Widespread activation of antibiotic biosynthesis by S-adenosylmethionine in streptomycetes.

The effect of S-adenosylmethionine (SAM) on the production of various antibiotics was investigated to determine whether SAM-dependent methylation is required in biosynthetic pathways of antibiotics. Pristinamycin II(B) and granaticin do not require SAM-dependent methylation in their biosynthesis pathways, and production of these two antibiotics was increased about 2-fold when a low concentration (50 and 10 microM, respectively) of SAM was treated; in contrast, oleandomycin and avermectin B1a require SAM as a methyl donor in their biosynthesis, and production of these two antibiotics was increased 5-fold and 6-fold, depending on the SAM concentration within a certain range.
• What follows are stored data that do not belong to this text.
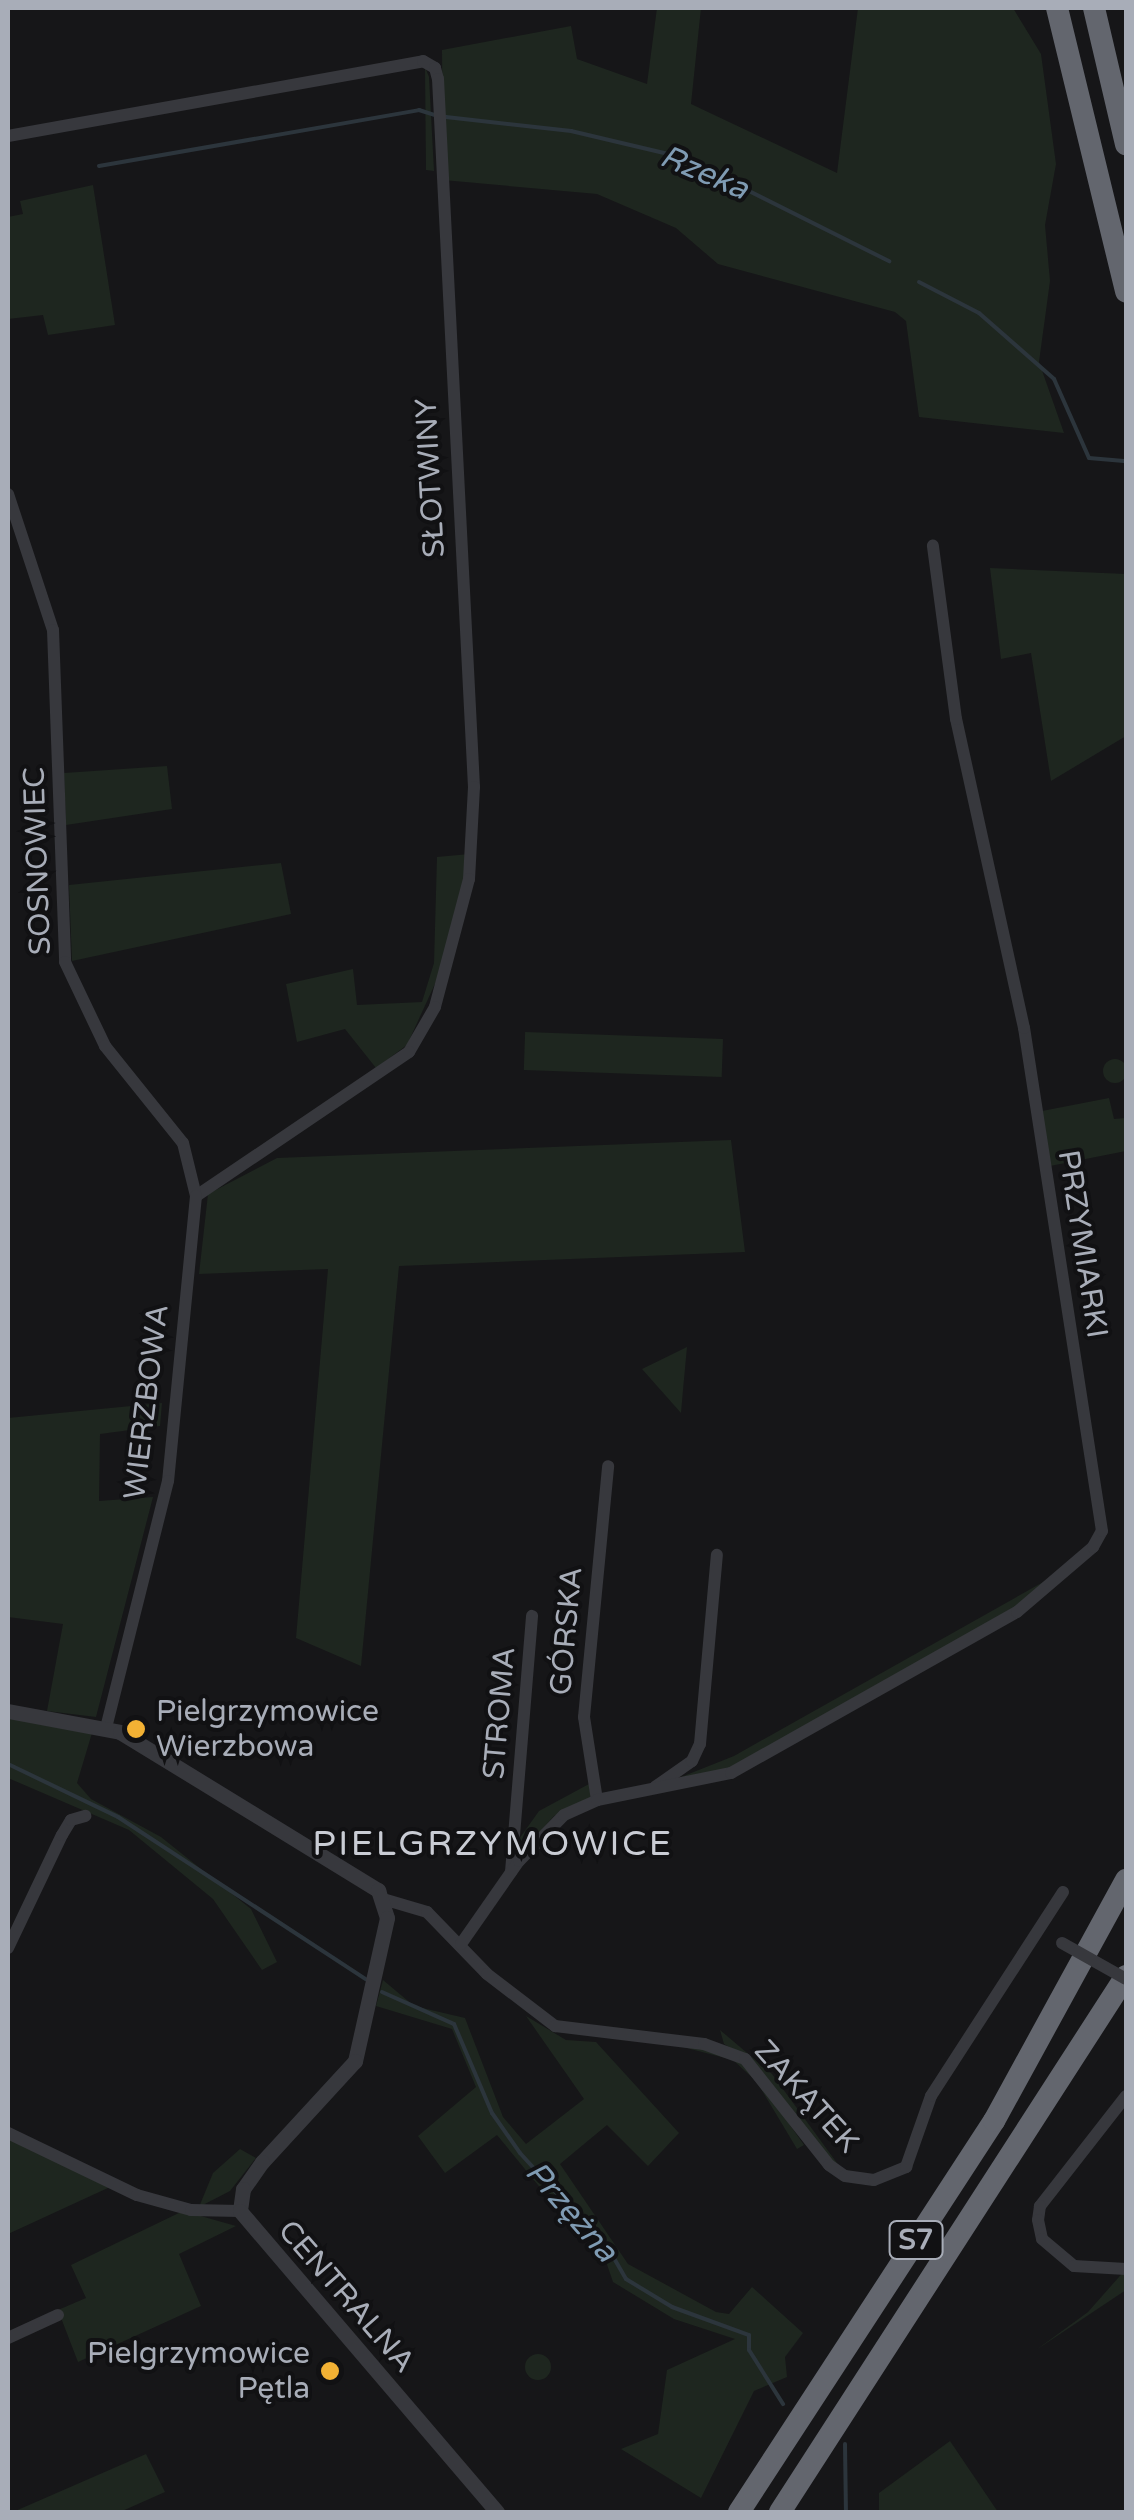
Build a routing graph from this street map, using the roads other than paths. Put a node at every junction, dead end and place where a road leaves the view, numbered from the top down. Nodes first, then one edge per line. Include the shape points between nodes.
1 (1058, 8) edge
2 (1097, 8) edge
3 (8, 136) edge
4 (1126, 144) edge
5 (1126, 292) edge
6 (8, 494) edge
7 (933, 546) dead end
8 (196, 1196) junction
9 (608, 1466) dead end
10 (717, 1555) dead end
11 (532, 1616) dead end
12 (8, 1710) edge
13 (106, 1727) junction
14 (653, 1789) junction
15 (596, 1800) junction
16 (86, 1816) dead end
17 (512, 1872) junction
18 (1126, 1880) edge
19 (1063, 1892) dead end
20 (383, 1899) junction
21 (1037, 1930) junction
22 (461, 1944) junction
23 (8, 1948) edge
24 (1126, 1977) edge
25 (1126, 2096) edge
26 (8, 2133) edge
27 (240, 2211) junction
28 (1126, 2269) edge
29 (58, 2315) dead end
30 (8, 2338) edge
31 (497, 2512) edge
32 (739, 2512) edge
33 (780, 2512) edge

1 - 5 highway
2 - 4 highway
3 - 8 street, SŁOTWINY via 422,61 438,78 474,804 469,878 436,1007 409,1052
6 - 8 street, SOSNOWIEC via 53,630 65,962 105,1046 182,1143
7 - 14 street, PRZYMIARKI via 956,719 1024,1033 1102,1531 1094,1547 1017,1612 731,1774
8 - 13 street, WIERZBOWA via 168,1481
9 - 15 street, GÓRSKA via 584,1717
10 - 14 street via 697,1753
11 - 17 street, STROMA
12 - 13 street
13 - 20 street via 324,1855
14 - 15 street, PRZYMIARKI
15 - 17 street, PRZYMIARKI via 553,1822
16 - 23 street via 72,1820 62,1835
17 - 22 street, PRZYMIARKI
18 - 32 highway, S7 via 994,2121
19 - 21 street, ZAKĄTEK
20 - 22 street, ZAKĄTEK via 418,1906
20 - 27 street, CENTRALNA via 387,1918 355,2062 262,2162 243,2189
21 - 22 street, ZAKĄTEK via 931,2096 906,2167 874,2180 829,2165 745,2059 704,2044 555,2026 487,1974
21 - 24 street, bridge
24 - 33 highway, S7
25 - 28 street via 1040,2206 1038,2220 1042,2239 1074,2266
26 - 27 street via 138,2195 191,2210
27 - 31 street, CENTRALNA
29 - 30 street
We also found that the transcription of a pathway-specific regulator, gra-ORF9, was activated by exogenous SAM treatment. Production of oleandomycin and avermectin B1a was decreased by using a methyltransferase inhibitor, sinefungin, but the production levels of these antibiotics were restored to the control level by simultaneously adding SAM and sinefungin. Interestingly, we have found a similar stimulatory effect of S-adenosylhomocysteine (SAH), the methylation product of SAM, on antibiotic production in the four strains. Our results clearly demonstrate the widespread activation of antibiotic production using SAM in streptomycetes.